Commit Graph

1568 Commits

Author SHA1 Message Date
Dimitri Fontaine
3f7853491f Refactor PostgreSQL error handling.
The code was too complex and the transaction / connection handling wasn't
good enough, too many reconnections when a ROLLBACK; is all we need to be
able to continue our processing.

Also fix some stats counters about errors handled, and improve error message
by adding PostgreSQL explicitely, and the name of the table where the error
comes from.
2017-07-04 01:41:08 +02:00
Dimitri Fontaine
3eab88b144 Add a new "drop indexes" option for databases.
This allows to use a combination of "data only, drop indexes" so that when
the target database already exists, pgloader will use the existing schema
and still DROP INDEX before loading the data and do the CREATE INDEX dance
in parallel and all at the end of it.

Also, as I couldn't reproduce neither #539 (which is good, it's supposed to
be fixed now) nor #550 (that was open due to a regression): fixes #550.
2017-07-04 00:15:58 +02:00
Dimitri Fontaine
fc01c7acc9 Fix DBF handling of "empty" date strings.
Blind code a fix for an error when parsing empty date strings in a DBF file.
The small amount of information is surprising, I can't quite figure out
which input string can produce " - - " with the previous coding of
db3-date-to-pgsql-date.

Anyway, it seems easy enough to add some checks to a very optimistic
function and return nil when our checks aren't met.

Fixes #589, hopefully.
2017-06-30 13:37:36 +02:00
Dimitri Fontaine
1e436555a8 Refactor PostgreSQL conditions.
Use a single deftype postgresql-unavailable rather than copy/pasting the
same list of conditions in several places.
2017-06-29 14:08:52 +02:00
Dimitri Fontaine
60c1146e18 Assorted fixes.
Refrain from killing the Common Lisp image when doing interactive regression
testing if we typo'ed the regression test file name...
2017-06-29 12:35:40 +02:00
Dimitri Fontaine
cea82a6aa8 Reconnect to PostgreSQL in case of connection lost.
It may happen that PostgreSQL is restarted while pgloader is running, or
that for some other reason we lose the connection to the server, and in most
cases we know how to gracefully reconnect and retry, so just do so.

Fixes #546 initial report.
2017-06-29 12:34:34 +02:00
Dimitri Fontaine
f0d1f4ef8c Fix reduce usage with max function.
The (reduce #'max ...) requires an initial value to be provided, as the max
function wants at least 1 argument, as we can see here:

CL-USER> (handler-case (reduce #'max nil) (condition (e) (format t "~a" e)))
Too few arguments in call to #<Compiled-function MAX #x300000113C2F>:
0 arguments provided, at least 1 required.
2017-06-28 16:37:27 +02:00
Dimitri Fontaine
17a63e18ed Review "main" error handling.
The "main" function only gets used at the command line, and errors where not
cleanly reported to the users.
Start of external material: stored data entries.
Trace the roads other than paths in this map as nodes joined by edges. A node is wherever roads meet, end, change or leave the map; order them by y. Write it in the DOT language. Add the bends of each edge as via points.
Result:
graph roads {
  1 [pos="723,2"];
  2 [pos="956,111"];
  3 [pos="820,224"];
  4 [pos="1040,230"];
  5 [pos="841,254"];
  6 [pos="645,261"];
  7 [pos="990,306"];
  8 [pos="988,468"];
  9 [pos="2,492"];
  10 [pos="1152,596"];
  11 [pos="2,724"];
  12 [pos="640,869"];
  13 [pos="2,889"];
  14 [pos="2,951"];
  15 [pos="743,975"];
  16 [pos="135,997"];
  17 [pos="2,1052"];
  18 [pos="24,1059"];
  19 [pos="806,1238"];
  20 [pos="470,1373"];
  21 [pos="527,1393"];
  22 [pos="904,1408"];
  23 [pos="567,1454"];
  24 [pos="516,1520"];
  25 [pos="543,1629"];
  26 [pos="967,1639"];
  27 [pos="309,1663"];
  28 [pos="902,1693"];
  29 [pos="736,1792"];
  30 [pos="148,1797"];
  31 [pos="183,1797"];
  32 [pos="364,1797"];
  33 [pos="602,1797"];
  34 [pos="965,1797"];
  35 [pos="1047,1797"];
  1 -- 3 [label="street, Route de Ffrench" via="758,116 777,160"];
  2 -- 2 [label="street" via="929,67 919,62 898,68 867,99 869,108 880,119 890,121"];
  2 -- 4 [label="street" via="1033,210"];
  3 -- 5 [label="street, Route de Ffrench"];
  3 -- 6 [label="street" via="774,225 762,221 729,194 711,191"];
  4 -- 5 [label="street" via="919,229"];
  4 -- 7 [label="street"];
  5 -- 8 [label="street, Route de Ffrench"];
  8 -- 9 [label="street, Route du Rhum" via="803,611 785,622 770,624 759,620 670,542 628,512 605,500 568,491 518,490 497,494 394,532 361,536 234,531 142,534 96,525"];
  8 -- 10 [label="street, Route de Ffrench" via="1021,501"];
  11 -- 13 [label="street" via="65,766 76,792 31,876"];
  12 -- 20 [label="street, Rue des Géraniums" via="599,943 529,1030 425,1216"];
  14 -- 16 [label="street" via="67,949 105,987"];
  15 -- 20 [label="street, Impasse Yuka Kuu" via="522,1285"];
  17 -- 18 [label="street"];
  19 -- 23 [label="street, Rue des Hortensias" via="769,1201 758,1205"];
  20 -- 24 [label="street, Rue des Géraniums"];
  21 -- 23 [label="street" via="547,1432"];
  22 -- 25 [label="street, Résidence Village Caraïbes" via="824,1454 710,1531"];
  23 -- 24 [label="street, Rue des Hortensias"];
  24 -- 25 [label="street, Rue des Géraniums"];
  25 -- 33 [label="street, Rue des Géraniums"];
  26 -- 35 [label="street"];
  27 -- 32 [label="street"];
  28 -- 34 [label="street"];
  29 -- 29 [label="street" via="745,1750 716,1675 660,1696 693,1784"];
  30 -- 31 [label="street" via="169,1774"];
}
Mainly because I almost never get to play
with pgloader that way, prefering a load command file and the REPL
environment, but that's not even acceptable as an excuse.
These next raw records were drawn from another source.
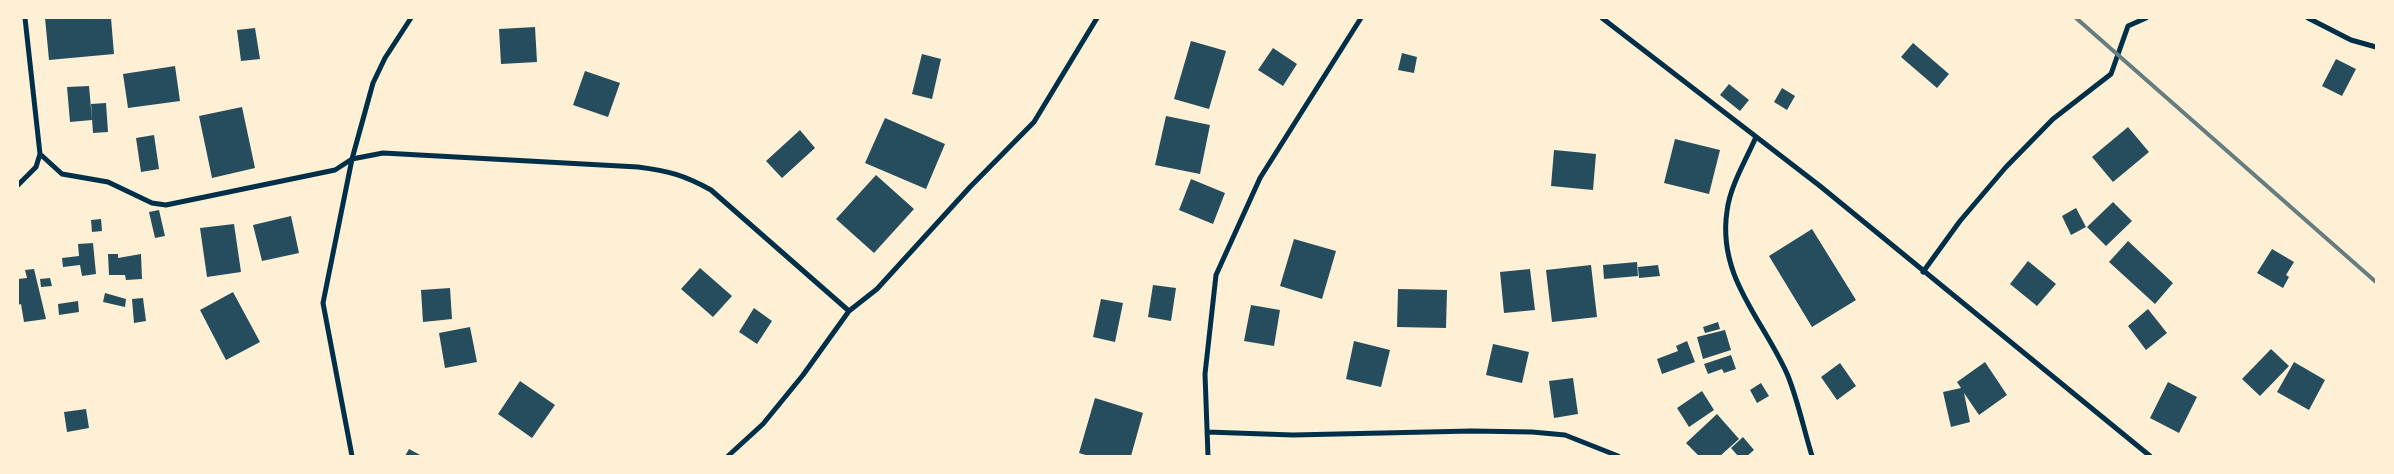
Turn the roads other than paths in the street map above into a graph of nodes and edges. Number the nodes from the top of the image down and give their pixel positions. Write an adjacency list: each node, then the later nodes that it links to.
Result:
1 (24, 18): 10 (street)
2 (411, 18): 11 (street)
3 (1096, 18): 14 (street)
4 (1361, 18): 15 (street)
5 (1602, 18): 9 (street)
6 (2146, 18): 13 (street)
7 (2308, 18): 8 (street)
8 (2376, 47)
9 (1756, 137): 13 (street); 20 (street)
10 (40, 154): 11 (street); 12 (street)
11 (352, 159): 14 (street); 16 (street)
12 (18, 185)
13 (1923, 272): 21 (street)
14 (849, 311): 17 (street)
15 (1207, 432): 18 (street); 19 (street)
16 (352, 456)
17 (728, 456)
18 (1208, 456)
19 (1618, 456)
20 (1812, 456)
21 (2150, 456)

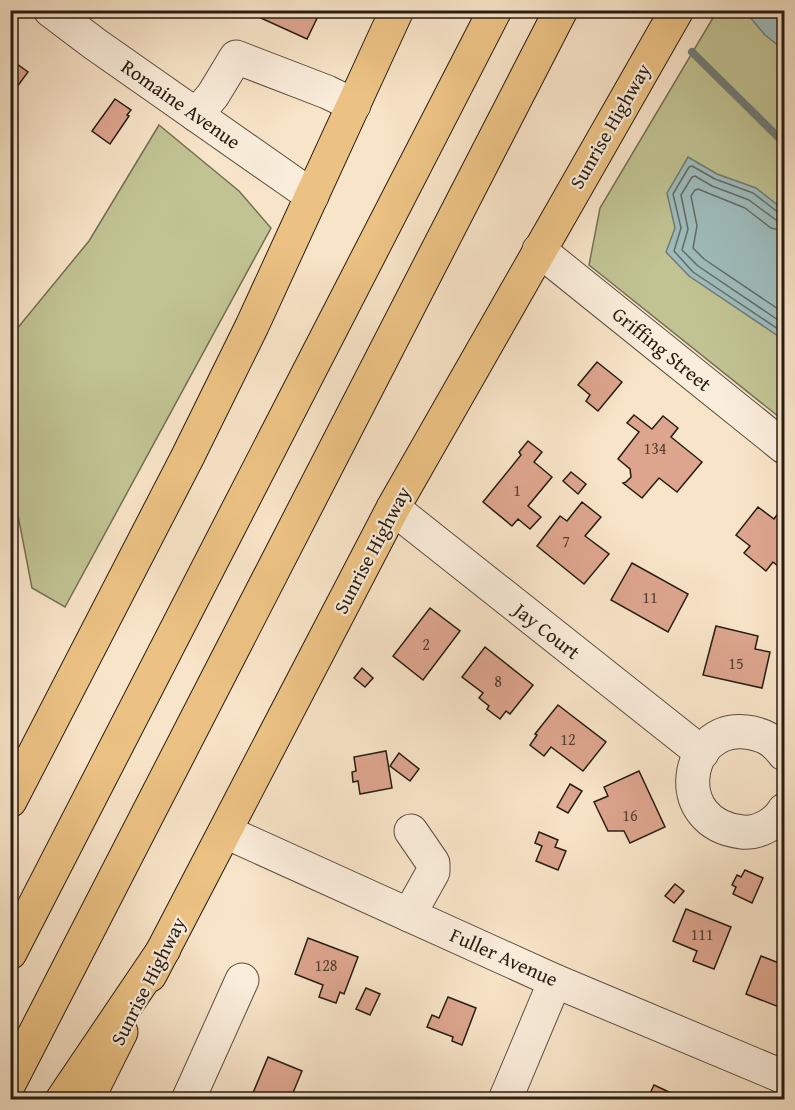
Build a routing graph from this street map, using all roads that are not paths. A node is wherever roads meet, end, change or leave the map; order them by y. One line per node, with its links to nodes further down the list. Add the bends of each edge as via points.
1 (50, 10): 7 (street, Romaine Avenue)
2 (397, 10): 6 (main road)
3 (495, 10): 20 (main road)
4 (561, 10): 24 (main road)
5 (677, 10): 9 (main road, Sunrise Highway)
6 (354, 105): 7 (street, via 236,57); 8 (main road)
7 (196, 115): 8 (street, Romaine Avenue)
8 (312, 195): 14 (main road, via 198,437)
9 (539, 250): 10 (street, Griffing Street); 11 (main road, Sunrise Highway)
10 (784, 447)
11 (393, 508): 12 (street, Jay Court); 17 (main road, Sunrise Highway)
12 (702, 753): 13 (street, via 720,736 739,731 759,733 776,743); 15 (street, via 694,766 692,786 697,805 709,821 727,831 747,833 766,828)
13 (784, 754)
14 (10, 801)
15 (784, 810)
16 (411, 831): 18 (street, via 433,863 433,872)
17 (226, 832): 18 (street, Fuller Avenue); 19 (main road, Sunrise Highway)
18 (409, 915): 22 (street, Fuller Avenue)
19 (164, 949): 25 (main road); 26 (main road, Sunrise Highway)
20 (10, 953)
21 (242, 980): 27 (street)
22 (555, 981): 23 (street, Fuller Avenue); 28 (street)
23 (784, 1077)
24 (10, 1082)
25 (62, 1100)
26 (87, 1100)
27 (188, 1100)
28 (505, 1100)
Now the binary program should be able to exit cleanly in all situations. In
testing, it may happens on unexpected erroneous situations that we quit
before printing all the messages in the monitoring queue, but at least now
we quit cleanly and with a non-zero exit status.

Fix #583.
2017-06-28 16:36:08 +02:00
Dimitri Fontaine
0549e74f6d Implement multiple reader per table for MySQL.
Experiment with the idea of splitting the read work in several concurrent
threads, where each reader is reading portions of the target table, using a
WHERE id <= x and id > y clause in its SELECT query.
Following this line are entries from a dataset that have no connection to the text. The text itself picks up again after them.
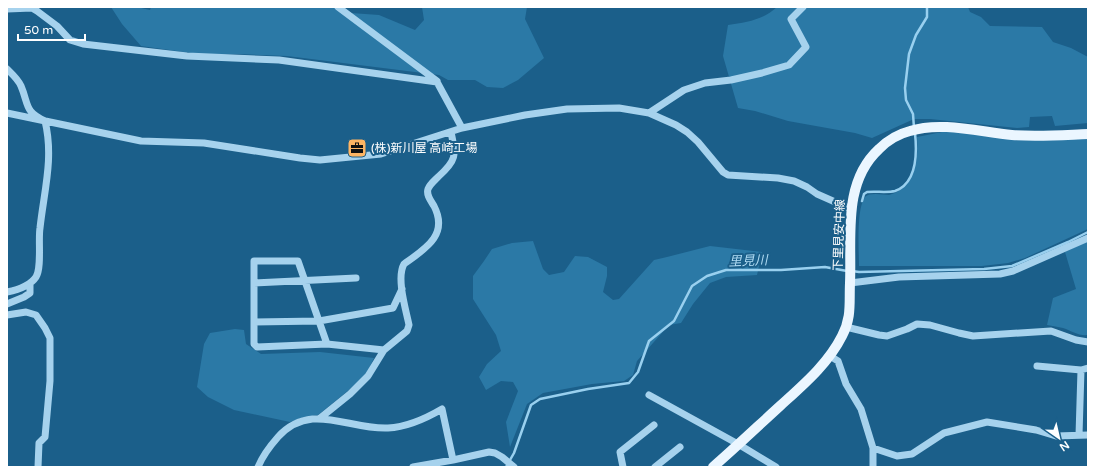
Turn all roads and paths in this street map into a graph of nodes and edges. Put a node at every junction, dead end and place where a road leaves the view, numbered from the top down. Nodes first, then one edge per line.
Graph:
1 (338, 7) edge
2 (803, 7) edge
3 (7, 9) edge
4 (7, 69) edge
5 (437, 82) junction
6 (7, 113) edge
7 (648, 113) junction
8 (45, 121) junction
9 (462, 128) junction
10 (451, 132) junction
11 (1088, 134) edge
12 (851, 209) junction
13 (1088, 238) edge
14 (356, 278) dead end
15 (305, 282) junction
16 (850, 282) junction
17 (30, 283) junction
18 (254, 283) junction
19 (402, 289) junction
20 (7, 292) edge
21 (7, 304) edge
22 (7, 315) edge
23 (319, 321) junction
24 (254, 322) junction
25 (846, 327) junction
26 (1088, 342) edge
27 (327, 344) junction
28 (384, 350) junction
29 (830, 356) junction
30 (1037, 366) dead end
31 (1084, 369) edge
32 (649, 395) dead end
33 (319, 419) junction
34 (654, 425) dead end
35 (1079, 435) junction
36 (1088, 435) edge
37 (738, 444) junction
38 (680, 446) dead end
39 (872, 448) junction
40 (453, 460) junction
41 (38, 467) edge
42 (258, 467) edge
43 (413, 467) edge
44 (514, 467) edge
45 (623, 467) edge
46 (654, 467) edge
47 (713, 467) edge
48 (776, 467) edge
49 (874, 467) edge

1 - 5 street
2 - 7 street
3 - 5 street
4 - 8 street
5 - 9 street
6 - 8 street
7 - 9 street
7 - 12 street
8 - 10 street
8 - 17 street
9 - 10 street
10 - 19 street
11 - 12 main road, 下里見安中線
12 - 16 main road, 下里見安中線
13 - 16 street
14 - 15 street
15 - 18 street
15 - 18 street
15 - 23 street
16 - 25 main road, 下里見安中線
17 - 20 street
17 - 21 street
18 - 24 street
19 - 23 street
19 - 28 street
22 - 41 street
23 - 24 street
23 - 27 street
24 - 27 street
25 - 26 street
25 - 29 main road, 下里見安中線
27 - 28 street
28 - 33 street
29 - 37 main road, 下里見安中線
29 - 39 street
30 - 31 street
31 - 35 street
32 - 37 street
33 - 40 street
33 - 42 street
34 - 45 street
35 - 36 street
35 - 39 street
37 - 47 main road, 下里見安中線
37 - 48 street
38 - 46 street
39 - 49 street
40 - 43 street
40 - 44 street

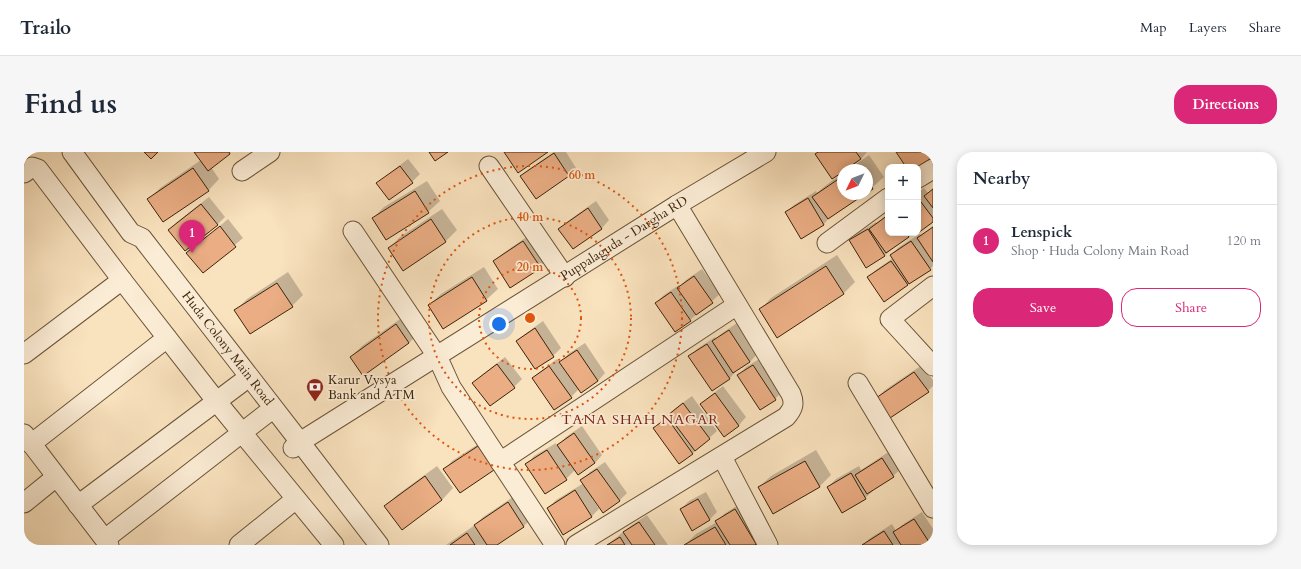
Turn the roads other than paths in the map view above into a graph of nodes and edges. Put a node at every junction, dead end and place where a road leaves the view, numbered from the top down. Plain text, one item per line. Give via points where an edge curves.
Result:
1 (270, 152) edge
2 (766, 152) edge
3 (75, 153) edge
4 (489, 166) dead end
5 (933, 169) edge
6 (242, 171) dead end
7 (24, 173) edge
8 (921, 176) edge
9 (885, 200) edge
10 (677, 206) junction
11 (354, 231) dead end
12 (136, 238) junction
13 (827, 243) dead end
14 (565, 277) junction
15 (122, 280) junction
16 (933, 286) edge
17 (738, 305) junction
18 (167, 338) junction
19 (24, 354) edge
20 (437, 356) junction
21 (933, 366) edge
22 (241, 383) junction
23 (858, 383) dead end
24 (217, 402) junction
25 (266, 414) junction
26 (242, 433) junction
27 (28, 439) edge
28 (297, 445) junction
29 (722, 457) junction
30 (500, 462) junction
31 (56, 477) junction
32 (296, 499) junction
33 (24, 503) edge
34 (78, 506) junction
35 (933, 508) edge
36 (107, 542) edge
37 (239, 545) edge
38 (334, 545) edge
39 (365, 545) edge
40 (379, 545) edge
41 (555, 545) edge
42 (576, 545) edge
43 (768, 545) edge

1 - 6 street
2 - 10 street, Puppalaguda - Dargha RD
3 - 12 street, Huda Colony Main Road
4 - 14 street
5 - 8 street
7 - 15 street via 32,167 38,169
9 - 13 street
10 - 14 street, Puppalaguda - Dargha RD
10 - 17 street
11 - 20 street
12 - 22 street
12 - 28 street, Huda Colony Main Road
14 - 20 street, Puppalaguda - Dargha RD
15 - 18 street
15 - 19 street
16 - 21 street via 890,319
17 - 29 street via 792,394 794,403 786,417
17 - 30 street
18 - 24 street
18 - 27 street
20 - 28 street, Puppalaguda - Dargha RD
20 - 30 street via 451,387
22 - 24 street
22 - 25 street
23 - 35 street
24 - 26 street
24 - 34 street
25 - 26 street
25 - 28 street
26 - 32 street
26 - 36 street
27 - 31 street
28 - 39 street
28 - 40 street, Huda Colony Main Road
29 - 42 street
29 - 43 street
30 - 41 street
31 - 33 street
31 - 34 street
32 - 37 street
32 - 38 street
34 - 36 street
For this to kick-in a number of conditions needs to be met, as described in
the documentation. The main interest might not be faster queries to overall
fetch the same data set, but better concurrency with as many readers as
writters and each couple its own dedicated queue.
2017-06-28 16:23:18 +02:00
Dimitri Fontaine
6d66280fa5 Review parallelism and memory behavior.
The previous patch made format-vector-row allocate its memory in one go
rather than byte after byte with vector-push-extend. In this patch we review
our usage of batches and parallelism.

Now the reader pushes each row directly to the lparallel queue and writers
concurrently consume from it, cook batches in COPY format, and then send
that chunk of data down to PostgreSQL. When looking at runtime profiles, the
time spent writing in PostgreSQL is a fraction of the time spent reading
from MySQL, so we consider that the writing thread has enough time to do the
data mungling without slowing us down.

The most interesting factor here is the memory behavor of pgloader, which
seems more stable than before, and easier to cope with for SBCL's GC.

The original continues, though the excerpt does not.